A A... previu nas suas peças do procedimento que, em caso de litígio, o CAAD seria o Tribunal competente para apreciar dos litígios. 

 O Tribunal Arbitral é composto por árbitro único, designado pelo CAAD – Centro de Arbitragem Administrativa, nos termos dos n.ºs 1 e 3 do artigo 15.º do Regulamento de Arbitragem daquele Centro.

 

2. O pedido e a sua fundamentação

B..., Lda. instaurou neste Tribunal Arbitral do Centro de Arbitragem Administrativa (CAAD) a presente ação contra a A..., doravante A..., sendo contrainteressado a C..., Lda., doravante C..., pedindo que  seja declarado inválido i) o ato de adjudicação datado de 1 de julho de 2022, ii) o ato de não exclusão da proposta da contrainteressada, iii) o contrato celebrado a 4 de julho de 2022 e que seja condenada a demandada a celebrar contrato com a demandante. 

 

Contestaram quer a demandada, quer a contrainteressada defendendo, em síntese, que não assiste razão à demandante, porquanto no seu entender não houve durante todo o processo violação de nenhuma regra do programa de concurso, até porque a demandada podia recorrer a terceiro para prestar o serviço que esta não pode prestar, por não se encontrar registada junto do ANEPC.

 

II) Saneamento do Processo

O Tribunal é competente, as Partes têm personalidade e capacidade judiciárias, são legítimas e encontram-se regularmente representadas, inexistindo nulidades que cumpram apreciar ou questões que obstem ao conhecimento do mérito da causa.

 

Do valor da causa

A demandante fixou o valor da causa em € 30 001,00 (trinta mil e um euros), considerando que a mesma é de valor indeterminável, atento o disposto no artigo 34.º do CPTA, aqui aplicável por força do disposto no artigo 26.º, n.º 2 do NRAA. 

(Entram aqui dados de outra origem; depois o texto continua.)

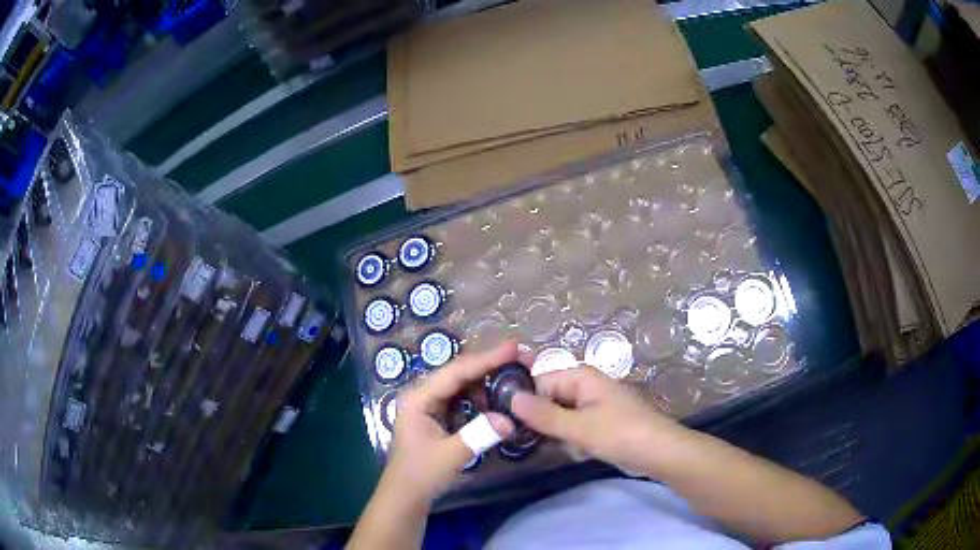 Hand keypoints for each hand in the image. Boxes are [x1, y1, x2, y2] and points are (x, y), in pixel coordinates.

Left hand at [382, 341, 517, 504]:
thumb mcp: (450, 456)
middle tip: (523, 358)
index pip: (456, 371)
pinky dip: (483, 394)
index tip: (514, 348)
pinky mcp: (439, 415)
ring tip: (517, 373)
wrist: (406, 495)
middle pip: (460, 372)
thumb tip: (509, 419)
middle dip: (491, 364)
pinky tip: (500, 395)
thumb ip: (478, 435)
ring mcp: (430, 404)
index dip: (486, 359)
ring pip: (463, 383)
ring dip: (488, 378)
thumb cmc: (421, 474)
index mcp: (419, 398)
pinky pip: (463, 397)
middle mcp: (423, 394)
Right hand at [511, 365, 681, 472]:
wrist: (660, 452)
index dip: (522, 403)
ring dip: (554, 433)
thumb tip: (510, 398)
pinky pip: (573, 425)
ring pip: (559, 415)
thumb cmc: (621, 434)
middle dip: (539, 421)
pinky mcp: (599, 421)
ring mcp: (593, 403)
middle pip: (548, 399)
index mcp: (580, 376)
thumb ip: (543, 415)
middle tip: (525, 441)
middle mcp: (585, 384)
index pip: (538, 382)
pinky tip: (571, 451)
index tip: (507, 426)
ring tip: (552, 447)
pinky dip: (569, 438)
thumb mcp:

Por sua vez, a demandada veio invocar que deverá ser atribuído como valor da causa ou o preço base do concurso, ou seja, € 6 700,00 (seis mil e setecentos euros) ou o valor mensal apresentado na proposta pela demandante, ou seja, o montante de € 6 449,23 (seis mil, quatrocentos e quarenta e nove euros e vinte e três cêntimos). 

 

Cumpre apreciar: 

O artigo 31.º do CPTA determina que a toda a causa deve ser atribuído um valor certo, expresso em moeda legal, o qual representa a utilidade económica imediata do pedido. 

O artigo 34.º do CPTA, por seu lado, considera que são de valor indeterminável os processos respeitantes a bens imateriais e a normas emitidas ou omitidas no exercício da função administrativa, incluindo planos urbanísticos e de ordenamento do território. 

No caso vertente, verifica-se que não estão em discussão bens, utilidades, posições jurídicas ou interesses insuscetíveis de avaliação pecuniária direta, isto é, como respeitando à efetivação de direito extrapatrimonial, razão pela qual não se inclui a pretensão na previsão do artigo 34º do CPTA, cfr. neste sentido, o AC. TCASUL, proc. 115222/14 de 6.11.2014. 

Aliás, como reconhece a própria demandante nestes autos, no seu art.º 61º de resposta ao pedido de levantamento do efeito suspensivo automático da C..., “a perda do preço contratual: 6.449,23€, por mês; 77.390,76€, por ano; 232.183,08, pelo período de execução contratual, nos termos da proposta da Demandante.”. 

Nestes termos, o valor da causa é a quantia equivalente à vantagem de natureza material, passível de avaliação pecuniária, que a demandante pretende obter, a qual se traduz no valor da proposta que apresentou no âmbito do procedimento concursal em causa, ou seja, €6 449,23/por mês, €77 390,76/ano; €232 172,28/três anos. 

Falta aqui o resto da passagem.